(Stored data)
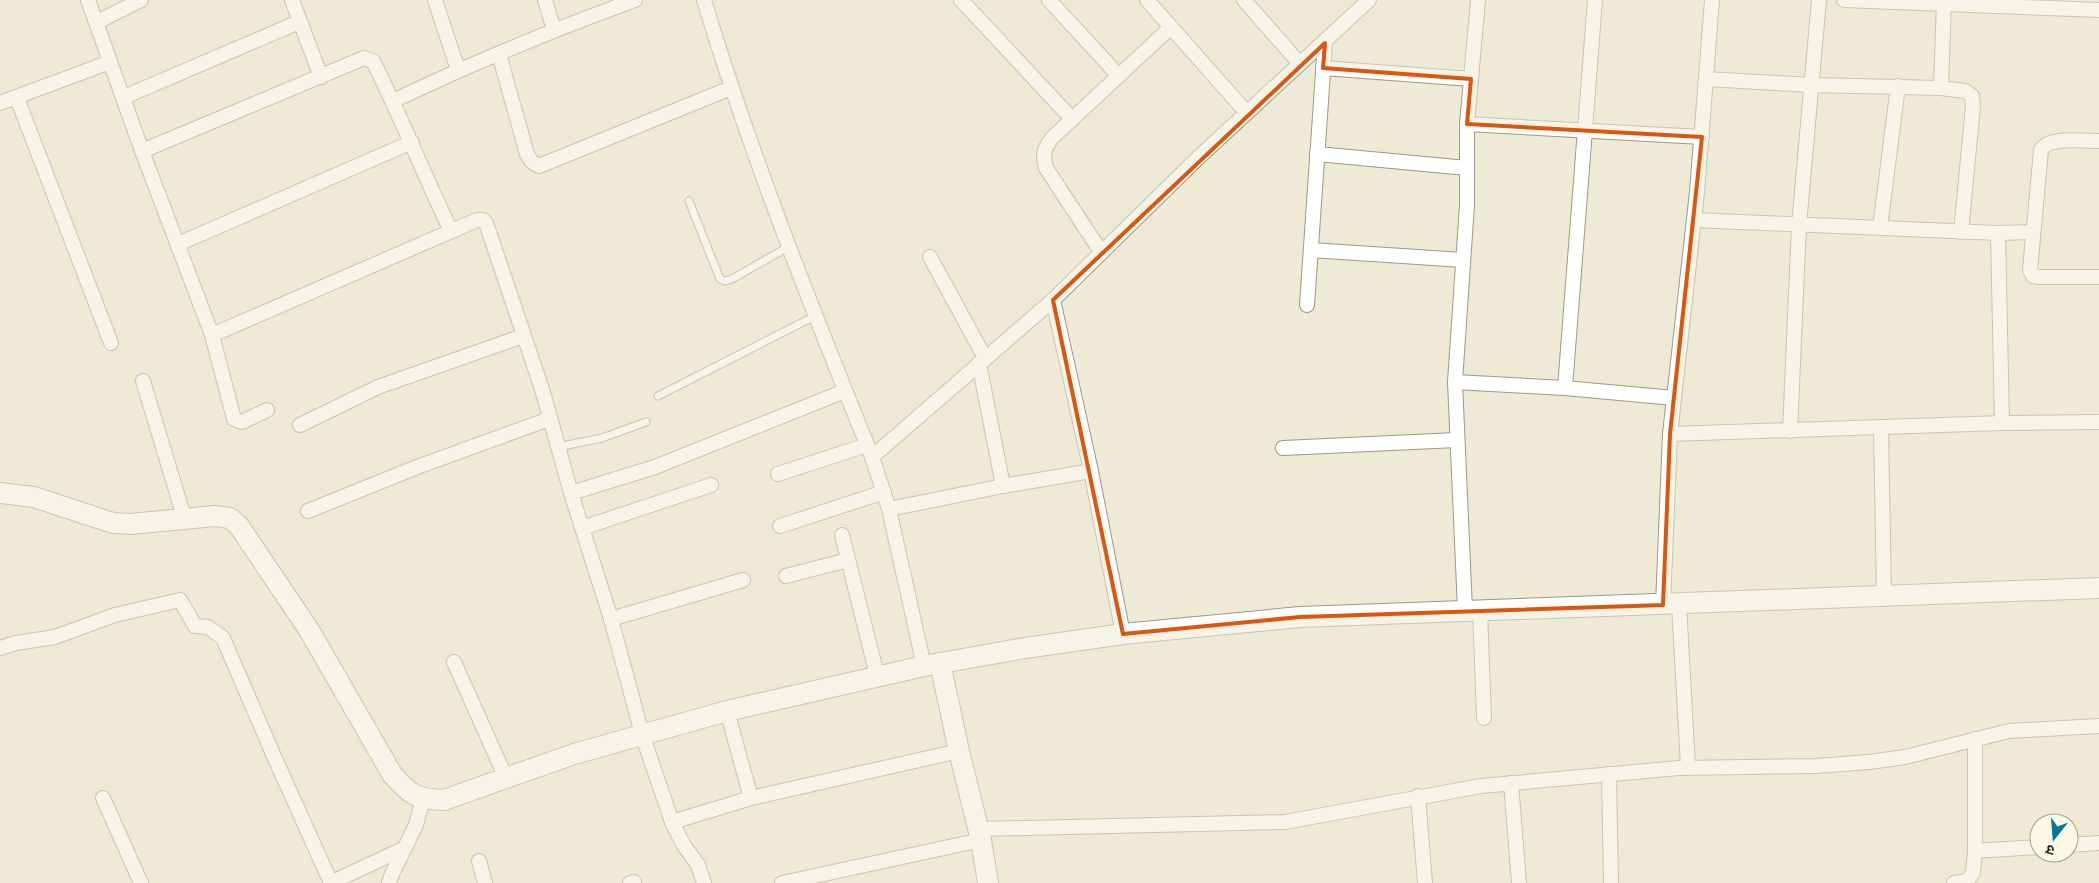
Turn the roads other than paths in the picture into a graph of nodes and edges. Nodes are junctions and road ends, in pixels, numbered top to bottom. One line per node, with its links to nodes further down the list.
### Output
1 (88, 0): 20 (street)
2 (141, 0): 20 (street)
3 (292, 0): 21 (street)
4 (435, 0): 29 (street)
5 (545, 0): 23 (street)
6 (636, 0): 23 (street)
7 (704, 0): 36 (street)
8 (961, 0): 43 (street)
9 (1048, 0): 31 (street)
10 (1147, 0): 22 (street)
11 (1244, 0): 27 (street)
12 (1478, 0): 32 (street)
13 (1595, 0): 45 (street)
14 (1712, 0): 33 (street)
15 (1819, 0): 34 (street)
16 (1844, 0): 17 (street)
17 (1944, 1): 19 (street); 37 (street)
18 (1361, 3): 24 (street)
19 (2099, 10)
20 (97, 22): 26 (street)
21 (299, 22): 30 (street); 38 (street)
22 (1171, 27): 31 (street); 42 (street)
23 (554, 30): 25 (street)
24 (1324, 42): 27 (street); 28 (street)
25 (499, 54): 29 (street); 36 (street)
26 (110, 62): 38 (street); 39 (street)
27 (1300, 64): 42 (street)
28 (1323, 68): 32 (street); 50 (street)
29 (458, 70): 40 (street)
30 (321, 76): 40 (street); 49 (street)
31 (1119, 76): 43 (street)
32 (1471, 79): 44 (street)
33 (1706, 79): 34 (street); 46 (street)
34 (1811, 85): 35 (street); 54 (street)
35 (1898, 86): 37 (street); 55 (street)
36 (730, 88): 61 (street)
37 (1941, 88): 57 (street)
38 (124, 97): 49 (street)
39 (17, 98): 41 (street); 72 (street)
40 (393, 101): 48 (street)
41 (0, 103)
42 (1247, 113): 63 (street)
43 (1072, 119): 63 (street)
44 (1466, 124): 45 (street); 51 (street)
45 (1585, 130): 46 (street); 76 (street)
46 (1702, 136): 53 (street)
47 (2099, 141): 58 (street)
48 (412, 142): 56 (street); 60 (street)
49 (142, 151): 60 (street)
50 (1317, 154): 51 (street); 62 (street)
51 (1466, 168): 65 (street)
52 (689, 201): 61 (lane)
53 (1694, 220): 54 (street); 79 (street)
54 (1798, 225): 55 (street); 87 (street)
55 (1880, 228): 57 (street)
56 (451, 231): 70 (street); 71 (street)
57 (1961, 232): 59 (street)
58 (2033, 232): 59 (street); 66 (street)
59 (1998, 233): 84 (street)
60 (178, 244): 70 (street)
61 (788, 247): 69 (street)
62 (1311, 250): 65 (street); 68 (street)
63 (1101, 252): 67 (street)
64 (930, 257): 73 (street)
65 (1463, 260): 75 (street)
66 (2099, 276)
67 (1053, 300): 73 (street); 93 (street)
68 (1307, 305)
69 (815, 316): 77 (street); 78 (lane)
70 (212, 335): 80 (street)
71 (523, 336): 81 (street); 85 (street)
72 (111, 344)
73 (982, 360): 92 (street); 96 (street)
74 (143, 381): 102 (street)
75 (1455, 382): 76 (street); 89 (street)
76 (1565, 388): 79 (street)
77 (845, 391): 92 (street); 99 (street)
78 (658, 396)
79 (1674, 398): 88 (street)
80 (267, 410)
81 (549, 419): 90 (street); 101 (street)
82 (646, 422): 90 (lane)
83 (2099, 422): 84 (street)
84 (2002, 423): 86 (street)
85 (300, 425)
86 (1881, 427): 87 (street); 110 (street)
87 (1790, 431): 88 (street)
88 (1670, 434): 111 (street)
89 (1457, 440): 91 (street); 112 (street)
90 (558, 447): 99 (street)
91 (1283, 448)
92 (869, 451): 94 (street); 97 (street)
93 (1091, 471): 96 (street); 114 (street)
94 (778, 474)
95 (712, 485): 104 (street)
96 (1003, 486): 100 (street)
97 (884, 492): 100 (street); 103 (street)
98 (0, 493): 102 (street)
99 (571, 493): 104 (street)
100 (889, 509): 117 (street)
101 (308, 511)
102 (184, 517): 132 (street)
103 (780, 526)
104 (582, 528): 113 (street)
105 (842, 535): 106 (street)
106 (848, 560): 107 (street); 118 (street)
107 (786, 576)
108 (743, 580): 113 (street)
109 (2099, 588): 110 (street)
110 (1884, 596): 111 (street)
111 (1671, 605): 112 (street); 125 (street)
112 (1472, 610): 114 (street); 120 (street)
113 (611, 619): 122 (street)
114 (1123, 634): 117 (street)
115 (0, 648): 142 (street)
116 (454, 662): 127 (street)
117 (932, 664): 118 (street); 124 (street)
118 (877, 675): 119 (street)
119 (727, 711): 122 (street); 131 (street)
120 (1484, 718)
121 (2099, 726): 123 (street)
122 (642, 734): 127 (street); 133 (street)
123 (1975, 739): 125 (street); 139 (street)
124 (959, 751): 131 (street); 134 (street)
125 (1688, 767): 126 (street)
126 (1609, 774): 128 (street); 150 (street)
127 (506, 778): 132 (street)
128 (1511, 783): 129 (street); 149 (street)
129 (1418, 796): 134 (street); 148 (street)
130 (103, 798): 141 (street)
131 (751, 798): 133 (street)
132 (423, 799): 137 (street)
133 (672, 822): 145 (street)
134 (980, 835): 146 (street); 147 (street)
135 (2099, 843): 136 (street)
136 (2079, 844)
137 (405, 848): 142 (street); 143 (street)
138 (2029, 848): 139 (street)
139 (1975, 851): 151 (street)
140 (479, 861): 144 (street)
141 (141, 883)
142 (331, 883)
143 (389, 883)
144 (485, 883)
145 (704, 883)
146 (782, 883)
147 (988, 883)
148 (1425, 883)
149 (1519, 883)
150 (1611, 883)
151 (1954, 883)

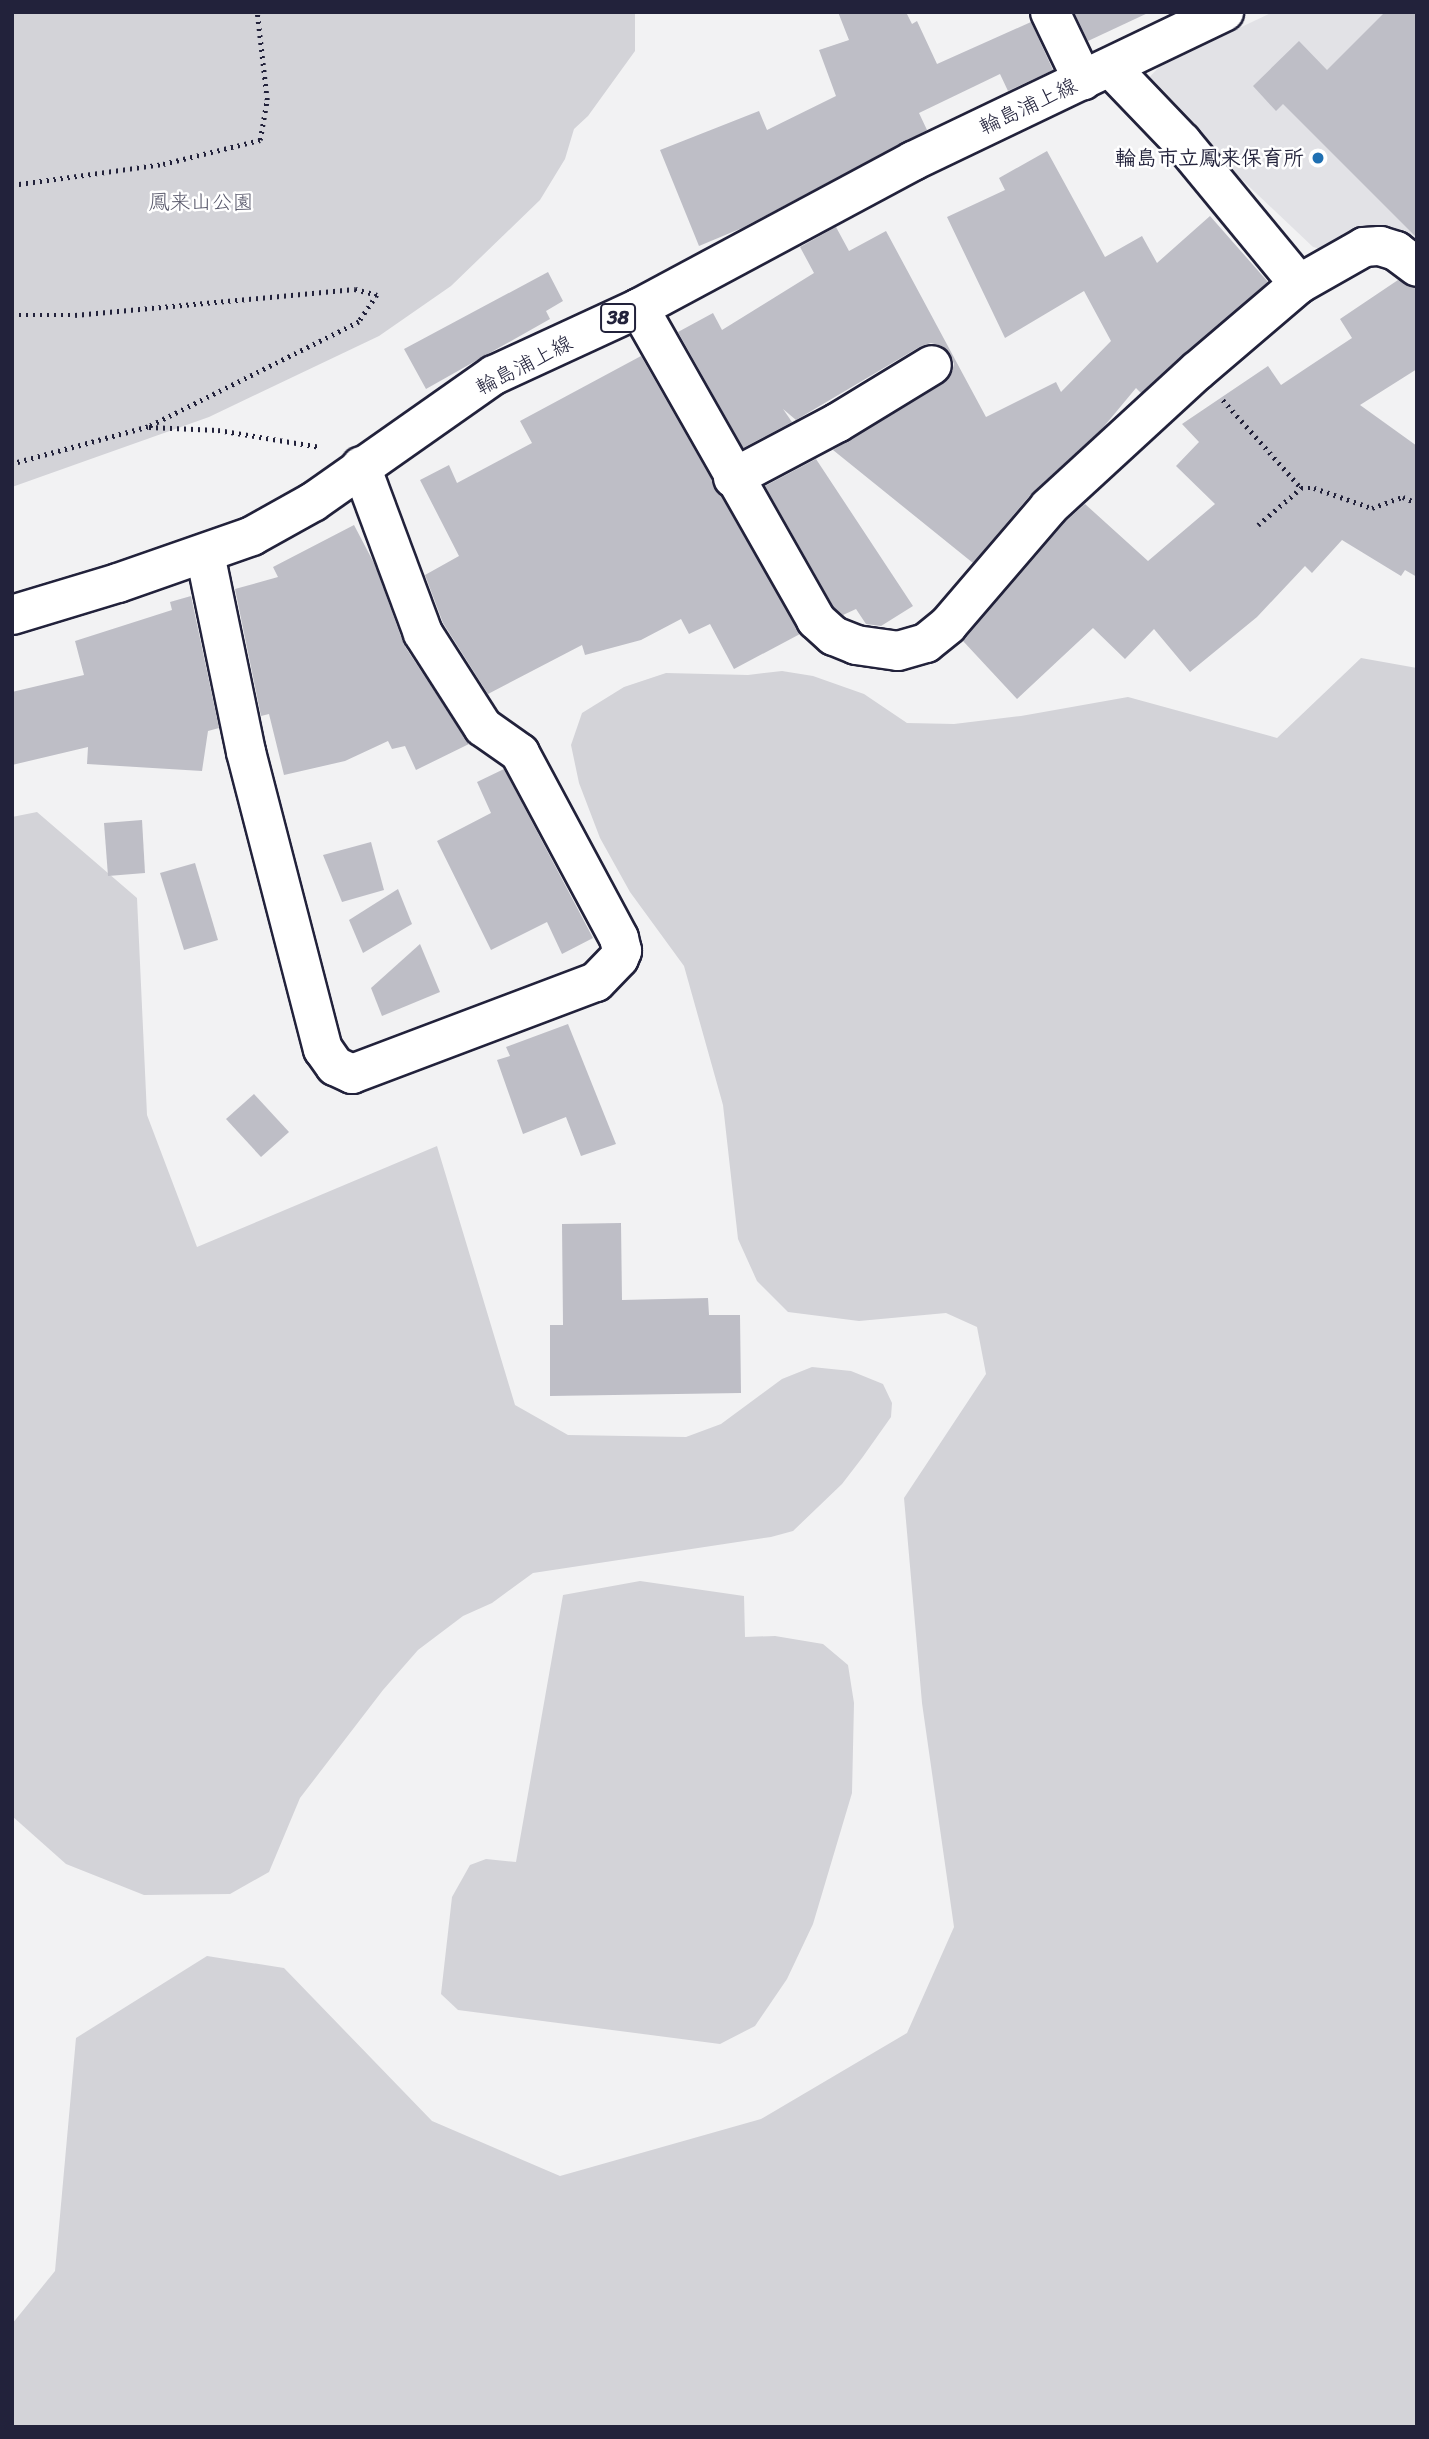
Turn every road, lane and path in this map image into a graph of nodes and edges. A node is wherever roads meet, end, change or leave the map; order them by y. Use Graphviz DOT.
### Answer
graph roads {
  1 [pos="257,12"];
  2 [pos="1050,12"];
  3 [pos="1224,12"];
  4 [pos="1097,74"];
  5 [pos="12,185"];
  6 [pos="1417,267"];
  7 [pos="1299,284"];
  8 [pos="639,308"];
  9 [pos="12,315"];
  10 [pos="932,365"];
  11 [pos="1197,371"];
  12 [pos="148,427"];
  13 [pos="12,464"];
  14 [pos="361,466"];
  15 [pos="733,478"];
  16 [pos="1301,488"];
  17 [pos="1417,503"];
  18 [pos="1258,525"];
  19 [pos="205,555"];
  20 [pos="12,615"];
  1 -- 5 [label="path"];
  2 -- 4 [label="street"];
  3 -- 4 [label="street, 輪島浦上線 / 38"];
  4 -- 7 [label="street"];
  4 -- 8 [label="street, 輪島浦上線 / 38"];
  6 -- 7 [label="street"];
  7 -- 11 [label="street"];
  8 -- 14 [label="street, 輪島浦上線 / 38"];
  8 -- 15 [label="street"];
  9 -- 12 [label="path"];
  10 -- 15 [label="street"];
  11 -- 15 [label="street"];
  11 -- 16 [label="path"];
  12 -- 13 [label="path"];
  12 -- 14 [label="path"];
  14 -- 19 [label="street, 輪島浦上線 / 38"];
  14 -- 19 [label="street"];
  16 -- 17 [label="path"];
  16 -- 18 [label="path"];
  19 -- 20 [label="street, 輪島浦上線 / 38"];
}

> PROBLEM TO WORK ON
Copy each entry above exactly; drop the pictures.

> OUTPUT OF THE EXERCISE
Turn the roads other than paths in the picture into a graph of nodes and edges. Nodes are junctions and road ends, in pixels, numbered top to bottom. One line per node, with its links to nodes further down the list.
### Output
1 (88, 0): 20 (street)
2 (141, 0): 20 (street)
3 (292, 0): 21 (street)
4 (435, 0): 29 (street)
5 (545, 0): 23 (street)
6 (636, 0): 23 (street)
7 (704, 0): 36 (street)
8 (961, 0): 43 (street)
9 (1048, 0): 31 (street)
10 (1147, 0): 22 (street)
11 (1244, 0): 27 (street)
12 (1478, 0): 32 (street)
13 (1595, 0): 45 (street)
14 (1712, 0): 33 (street)
15 (1819, 0): 34 (street)
16 (1844, 0): 17 (street)
17 (1944, 1): 19 (street); 37 (street)
18 (1361, 3): 24 (street)
19 (2099, 10)
20 (97, 22): 26 (street)
21 (299, 22): 30 (street); 38 (street)
22 (1171, 27): 31 (street); 42 (street)
23 (554, 30): 25 (street)
24 (1324, 42): 27 (street); 28 (street)
25 (499, 54): 29 (street); 36 (street)
26 (110, 62): 38 (street); 39 (street)
27 (1300, 64): 42 (street)
28 (1323, 68): 32 (street); 50 (street)
29 (458, 70): 40 (street)
30 (321, 76): 40 (street); 49 (street)
31 (1119, 76): 43 (street)
32 (1471, 79): 44 (street)
33 (1706, 79): 34 (street); 46 (street)
34 (1811, 85): 35 (street); 54 (street)
35 (1898, 86): 37 (street); 55 (street)
36 (730, 88): 61 (street)
37 (1941, 88): 57 (street)
38 (124, 97): 49 (street)
39 (17, 98): 41 (street); 72 (street)
40 (393, 101): 48 (street)
41 (0, 103)
42 (1247, 113): 63 (street)
43 (1072, 119): 63 (street)
44 (1466, 124): 45 (street); 51 (street)
45 (1585, 130): 46 (street); 76 (street)
46 (1702, 136): 53 (street)
47 (2099, 141): 58 (street)
48 (412, 142): 56 (street); 60 (street)
49 (142, 151): 60 (street)
50 (1317, 154): 51 (street); 62 (street)
51 (1466, 168): 65 (street)
52 (689, 201): 61 (lane)
53 (1694, 220): 54 (street); 79 (street)
54 (1798, 225): 55 (street); 87 (street)
55 (1880, 228): 57 (street)
56 (451, 231): 70 (street); 71 (street)
57 (1961, 232): 59 (street)
58 (2033, 232): 59 (street); 66 (street)
59 (1998, 233): 84 (street)
60 (178, 244): 70 (street)
61 (788, 247): 69 (street)
62 (1311, 250): 65 (street); 68 (street)
63 (1101, 252): 67 (street)
64 (930, 257): 73 (street)
65 (1463, 260): 75 (street)
66 (2099, 276)
67 (1053, 300): 73 (street); 93 (street)
68 (1307, 305)
69 (815, 316): 77 (street); 78 (lane)
70 (212, 335): 80 (street)
71 (523, 336): 81 (street); 85 (street)
72 (111, 344)
73 (982, 360): 92 (street); 96 (street)
74 (143, 381): 102 (street)
75 (1455, 382): 76 (street); 89 (street)
76 (1565, 388): 79 (street)
77 (845, 391): 92 (street); 99 (street)
78 (658, 396)
79 (1674, 398): 88 (street)
80 (267, 410)
81 (549, 419): 90 (street); 101 (street)
82 (646, 422): 90 (lane)
83 (2099, 422): 84 (street)
84 (2002, 423): 86 (street)
85 (300, 425)
86 (1881, 427): 87 (street); 110 (street)
87 (1790, 431): 88 (street)
88 (1670, 434): 111 (street)
89 (1457, 440): 91 (street); 112 (street)
90 (558, 447): 99 (street)
91 (1283, 448)
92 (869, 451): 94 (street); 97 (street)
93 (1091, 471): 96 (street); 114 (street)
94 (778, 474)
95 (712, 485): 104 (street)
96 (1003, 486): 100 (street)
97 (884, 492): 100 (street); 103 (street)
98 (0, 493): 102 (street)
99 (571, 493): 104 (street)
100 (889, 509): 117 (street)
101 (308, 511)
102 (184, 517): 132 (street)
103 (780, 526)
104 (582, 528): 113 (street)
105 (842, 535): 106 (street)
106 (848, 560): 107 (street); 118 (street)
107 (786, 576)
108 (743, 580): 113 (street)
109 (2099, 588): 110 (street)
110 (1884, 596): 111 (street)
111 (1671, 605): 112 (street); 125 (street)
112 (1472, 610): 114 (street); 120 (street)
113 (611, 619): 122 (street)
114 (1123, 634): 117 (street)
115 (0, 648): 142 (street)
116 (454, 662): 127 (street)
117 (932, 664): 118 (street); 124 (street)
118 (877, 675): 119 (street)
119 (727, 711): 122 (street); 131 (street)
120 (1484, 718)
121 (2099, 726): 123 (street)
122 (642, 734): 127 (street); 133 (street)
123 (1975, 739): 125 (street); 139 (street)
124 (959, 751): 131 (street); 134 (street)
125 (1688, 767): 126 (street)
126 (1609, 774): 128 (street); 150 (street)
127 (506, 778): 132 (street)
128 (1511, 783): 129 (street); 149 (street)
129 (1418, 796): 134 (street); 148 (street)
130 (103, 798): 141 (street)
131 (751, 798): 133 (street)
132 (423, 799): 137 (street)
133 (672, 822): 145 (street)
134 (980, 835): 146 (street); 147 (street)
135 (2099, 843): 136 (street)
136 (2079, 844)
137 (405, 848): 142 (street); 143 (street)
138 (2029, 848): 139 (street)
139 (1975, 851): 151 (street)
140 (479, 861): 144 (street)
141 (141, 883)
142 (331, 883)
143 (389, 883)
144 (485, 883)
145 (704, 883)
146 (782, 883)
147 (988, 883)
148 (1425, 883)
149 (1519, 883)
150 (1611, 883)
151 (1954, 883)

Turn every road, lane and path in this map image into a graph of nodes and edges. A node is wherever roads meet, end, change or leave the map; order them by y. Use Graphviz DOT.
### Answer
graph roads {
  1 [pos="257,12"];
  2 [pos="1050,12"];
  3 [pos="1224,12"];
  4 [pos="1097,74"];
  5 [pos="12,185"];
  6 [pos="1417,267"];
  7 [pos="1299,284"];
  8 [pos="639,308"];
  9 [pos="12,315"];
  10 [pos="932,365"];
  11 [pos="1197,371"];
  12 [pos="148,427"];
  13 [pos="12,464"];
  14 [pos="361,466"];
  15 [pos="733,478"];
  16 [pos="1301,488"];
  17 [pos="1417,503"];
  18 [pos="1258,525"];
  19 [pos="205,555"];
  20 [pos="12,615"];
  1 -- 5 [label="path"];
  2 -- 4 [label="street"];
  3 -- 4 [label="street, 輪島浦上線 / 38"];
  4 -- 7 [label="street"];
  4 -- 8 [label="street, 輪島浦上線 / 38"];
  6 -- 7 [label="street"];
  7 -- 11 [label="street"];
  8 -- 14 [label="street, 輪島浦上線 / 38"];
  8 -- 15 [label="street"];
  9 -- 12 [label="path"];
  10 -- 15 [label="street"];
  11 -- 15 [label="street"];
  11 -- 16 [label="path"];
  12 -- 13 [label="path"];
  12 -- 14 [label="path"];
  14 -- 19 [label="street, 輪島浦上線 / 38"];
  14 -- 19 [label="street"];
  16 -- 17 [label="path"];
  16 -- 18 [label="path"];
  19 -- 20 [label="street, 輪島浦上線 / 38"];
}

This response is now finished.